---------- RECORDED INFORMATION
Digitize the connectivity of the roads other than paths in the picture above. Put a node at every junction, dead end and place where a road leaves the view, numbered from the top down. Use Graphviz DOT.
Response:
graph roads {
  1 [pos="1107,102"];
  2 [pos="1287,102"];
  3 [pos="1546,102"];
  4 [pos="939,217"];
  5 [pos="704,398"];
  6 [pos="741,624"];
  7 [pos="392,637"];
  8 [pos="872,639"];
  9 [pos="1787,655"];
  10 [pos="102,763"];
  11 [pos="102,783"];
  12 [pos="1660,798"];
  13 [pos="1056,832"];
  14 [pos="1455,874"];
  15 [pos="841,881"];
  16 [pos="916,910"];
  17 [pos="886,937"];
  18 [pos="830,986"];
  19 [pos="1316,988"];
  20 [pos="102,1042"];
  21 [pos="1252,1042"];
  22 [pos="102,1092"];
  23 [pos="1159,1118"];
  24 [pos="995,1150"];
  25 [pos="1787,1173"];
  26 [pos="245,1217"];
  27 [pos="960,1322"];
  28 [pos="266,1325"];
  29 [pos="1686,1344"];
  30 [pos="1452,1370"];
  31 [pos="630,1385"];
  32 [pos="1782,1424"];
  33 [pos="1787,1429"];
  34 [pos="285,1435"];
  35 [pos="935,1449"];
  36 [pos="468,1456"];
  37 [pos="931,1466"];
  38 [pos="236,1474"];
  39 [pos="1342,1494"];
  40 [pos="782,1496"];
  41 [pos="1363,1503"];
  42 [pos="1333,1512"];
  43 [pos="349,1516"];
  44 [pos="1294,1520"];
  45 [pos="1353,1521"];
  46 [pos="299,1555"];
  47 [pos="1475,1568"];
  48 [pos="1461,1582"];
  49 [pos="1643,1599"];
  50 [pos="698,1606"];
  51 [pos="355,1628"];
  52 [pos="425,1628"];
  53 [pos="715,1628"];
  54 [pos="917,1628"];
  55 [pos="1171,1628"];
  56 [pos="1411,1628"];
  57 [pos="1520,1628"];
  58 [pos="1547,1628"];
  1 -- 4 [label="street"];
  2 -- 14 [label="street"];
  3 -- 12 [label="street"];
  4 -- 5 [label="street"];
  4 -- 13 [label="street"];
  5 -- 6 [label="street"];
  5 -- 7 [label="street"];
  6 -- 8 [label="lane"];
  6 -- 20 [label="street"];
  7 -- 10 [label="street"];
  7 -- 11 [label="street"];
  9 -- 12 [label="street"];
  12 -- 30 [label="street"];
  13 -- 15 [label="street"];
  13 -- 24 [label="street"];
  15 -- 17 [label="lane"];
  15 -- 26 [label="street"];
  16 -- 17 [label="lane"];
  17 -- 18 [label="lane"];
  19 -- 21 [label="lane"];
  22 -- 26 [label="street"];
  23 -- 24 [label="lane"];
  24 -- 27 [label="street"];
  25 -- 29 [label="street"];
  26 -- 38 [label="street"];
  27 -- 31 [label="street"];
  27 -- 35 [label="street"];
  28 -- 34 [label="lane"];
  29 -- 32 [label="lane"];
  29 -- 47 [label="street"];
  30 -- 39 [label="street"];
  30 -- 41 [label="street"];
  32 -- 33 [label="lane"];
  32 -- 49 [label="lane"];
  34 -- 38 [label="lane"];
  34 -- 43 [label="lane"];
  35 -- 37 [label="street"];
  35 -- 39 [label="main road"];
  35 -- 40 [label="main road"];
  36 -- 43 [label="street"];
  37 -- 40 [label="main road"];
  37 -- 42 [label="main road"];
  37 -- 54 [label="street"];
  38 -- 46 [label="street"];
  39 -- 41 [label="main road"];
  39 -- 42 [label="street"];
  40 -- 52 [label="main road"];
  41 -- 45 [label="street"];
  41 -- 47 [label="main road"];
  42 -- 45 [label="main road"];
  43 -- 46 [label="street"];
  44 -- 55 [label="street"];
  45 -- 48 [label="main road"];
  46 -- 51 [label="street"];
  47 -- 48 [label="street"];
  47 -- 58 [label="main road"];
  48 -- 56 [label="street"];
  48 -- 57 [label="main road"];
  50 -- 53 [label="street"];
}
--------------------
**TASK DIRECTIONS**
Print the records above exactly. Omit nothing.

**SOLUTION**
Digitize the connectivity of the roads other than paths in the picture above. Put a node at every junction, dead end and place where a road leaves the view, numbered from the top down. Use Graphviz DOT.
Response:
graph roads {
  1 [pos="1107,102"];
  2 [pos="1287,102"];
  3 [pos="1546,102"];
  4 [pos="939,217"];
  5 [pos="704,398"];
  6 [pos="741,624"];
  7 [pos="392,637"];
  8 [pos="872,639"];
  9 [pos="1787,655"];
  10 [pos="102,763"];
  11 [pos="102,783"];
  12 [pos="1660,798"];
  13 [pos="1056,832"];
  14 [pos="1455,874"];
  15 [pos="841,881"];
  16 [pos="916,910"];
  17 [pos="886,937"];
  18 [pos="830,986"];
  19 [pos="1316,988"];
  20 [pos="102,1042"];
  21 [pos="1252,1042"];
  22 [pos="102,1092"];
  23 [pos="1159,1118"];
  24 [pos="995,1150"];
  25 [pos="1787,1173"];
  26 [pos="245,1217"];
  27 [pos="960,1322"];
  28 [pos="266,1325"];
  29 [pos="1686,1344"];
  30 [pos="1452,1370"];
  31 [pos="630,1385"];
  32 [pos="1782,1424"];
  33 [pos="1787,1429"];
  34 [pos="285,1435"];
  35 [pos="935,1449"];
  36 [pos="468,1456"];
  37 [pos="931,1466"];
  38 [pos="236,1474"];
  39 [pos="1342,1494"];
  40 [pos="782,1496"];
  41 [pos="1363,1503"];
  42 [pos="1333,1512"];
  43 [pos="349,1516"];
  44 [pos="1294,1520"];
  45 [pos="1353,1521"];
  46 [pos="299,1555"];
  47 [pos="1475,1568"];
  48 [pos="1461,1582"];
  49 [pos="1643,1599"];
  50 [pos="698,1606"];
  51 [pos="355,1628"];
  52 [pos="425,1628"];
  53 [pos="715,1628"];
  54 [pos="917,1628"];
  55 [pos="1171,1628"];
  56 [pos="1411,1628"];
  57 [pos="1520,1628"];
  58 [pos="1547,1628"];
  1 -- 4 [label="street"];
  2 -- 14 [label="street"];
  3 -- 12 [label="street"];
  4 -- 5 [label="street"];
  4 -- 13 [label="street"];
  5 -- 6 [label="street"];
  5 -- 7 [label="street"];
  6 -- 8 [label="lane"];
  6 -- 20 [label="street"];
  7 -- 10 [label="street"];
  7 -- 11 [label="street"];
  9 -- 12 [label="street"];
  12 -- 30 [label="street"];
  13 -- 15 [label="street"];
  13 -- 24 [label="street"];
  15 -- 17 [label="lane"];
  15 -- 26 [label="street"];
  16 -- 17 [label="lane"];
  17 -- 18 [label="lane"];
  19 -- 21 [label="lane"];
  22 -- 26 [label="street"];
  23 -- 24 [label="lane"];
  24 -- 27 [label="street"];
  25 -- 29 [label="street"];
  26 -- 38 [label="street"];
  27 -- 31 [label="street"];
  27 -- 35 [label="street"];
  28 -- 34 [label="lane"];
  29 -- 32 [label="lane"];
  29 -- 47 [label="street"];
  30 -- 39 [label="street"];
  30 -- 41 [label="street"];
  32 -- 33 [label="lane"];
  32 -- 49 [label="lane"];
  34 -- 38 [label="lane"];
  34 -- 43 [label="lane"];
  35 -- 37 [label="street"];
  35 -- 39 [label="main road"];
  35 -- 40 [label="main road"];
  36 -- 43 [label="street"];
  37 -- 40 [label="main road"];
  37 -- 42 [label="main road"];
  37 -- 54 [label="street"];
  38 -- 46 [label="street"];
  39 -- 41 [label="main road"];
  39 -- 42 [label="street"];
  40 -- 52 [label="main road"];
  41 -- 45 [label="street"];
  41 -- 47 [label="main road"];
  42 -- 45 [label="main road"];
  43 -- 46 [label="street"];
  44 -- 55 [label="street"];
  45 -- 48 [label="main road"];
  46 -- 51 [label="street"];
  47 -- 48 [label="street"];
  47 -- 58 [label="main road"];
  48 -- 56 [label="street"];
  48 -- 57 [label="main road"];
  50 -- 53 [label="street"];
}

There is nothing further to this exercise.